Continuing and Professional Development Blog
CONFLICT: from the Latin: con - together and fligere - to strike
While teaching teams of resident physicians or interprofessional health professionals, I often use an article by Rozemarijn Janss: What is happening under the surface? Power, conflict and the performance of medical teams. Med Educ 2012;46:838-49.
This article almost always prompts reflections and discussions about the challenges of working in healthcare teams and the impact of real or perceived power differentials on the team’s function. Sometimes these conversations devolve into detailed explanations about professional accreditation requirements that mandate specific approaches to learning, or profession-specific values that are historic and must be defended (even if those values are nearly universal across professions), or liability fears that maintain medical hierarchies of decision-making.

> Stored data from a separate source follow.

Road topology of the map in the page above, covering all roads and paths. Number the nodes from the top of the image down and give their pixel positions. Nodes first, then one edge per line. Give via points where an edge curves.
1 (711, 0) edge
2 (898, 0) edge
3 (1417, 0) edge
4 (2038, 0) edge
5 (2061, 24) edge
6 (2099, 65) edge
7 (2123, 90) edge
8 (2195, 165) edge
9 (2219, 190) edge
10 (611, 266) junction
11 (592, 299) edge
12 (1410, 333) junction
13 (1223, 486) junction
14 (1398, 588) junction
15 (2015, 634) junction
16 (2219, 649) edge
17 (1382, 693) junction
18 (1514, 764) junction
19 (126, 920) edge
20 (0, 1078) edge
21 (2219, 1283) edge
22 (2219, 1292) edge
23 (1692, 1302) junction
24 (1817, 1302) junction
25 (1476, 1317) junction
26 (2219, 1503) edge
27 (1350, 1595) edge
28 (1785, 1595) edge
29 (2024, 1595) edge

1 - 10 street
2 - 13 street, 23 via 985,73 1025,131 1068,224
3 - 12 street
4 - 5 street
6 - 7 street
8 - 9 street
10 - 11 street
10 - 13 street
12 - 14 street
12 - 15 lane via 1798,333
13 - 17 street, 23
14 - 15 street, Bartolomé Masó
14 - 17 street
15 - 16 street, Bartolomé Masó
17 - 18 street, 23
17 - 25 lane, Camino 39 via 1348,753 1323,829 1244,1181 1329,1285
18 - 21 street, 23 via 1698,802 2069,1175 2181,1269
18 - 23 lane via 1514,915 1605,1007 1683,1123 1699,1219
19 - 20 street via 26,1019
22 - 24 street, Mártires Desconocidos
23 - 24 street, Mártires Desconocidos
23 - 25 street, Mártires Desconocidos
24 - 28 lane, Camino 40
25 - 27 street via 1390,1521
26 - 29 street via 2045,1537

When these explanations for power differentials become strident and siloed, I ask, “If our patients were sitting around this room listening to this discussion, what do you think their opinions might be about the healthcare training and care system we are describing?” I doubt that the intricacies of accreditation or liability are primary worries when a person becomes ill or wants to stay well.
Power and conflict on interprofessional healthcare teams are not new topics of discussion. In fact, interprofessional teams probably represent a micro-system of larger societal relationships that are explained through the lens of conflict theory. In brief, conflict theory analyzes the interactions of relationships that are characterized by differential power and resource allocation and hierarchies and stratification that organize persons and groups. Conflict between groups can promote solidarity and sociability within “same” groups but limit conversational exchange and sharing of ideas or values in “different” groups. R. Collins in: Frontiers of Social Theory, ed. Ritzer, Columbia University Press, NY, 1990.
Not surprisingly, conflict on interprofessional teams can result from role-boundary issues, disagreements about scope of practice, accountability, respect and recognition. Patients are probably not interested in interprofessional squabbles about power and accreditation and liability. They expect us to work as a team that includes them on the team and at the center of the team purpose.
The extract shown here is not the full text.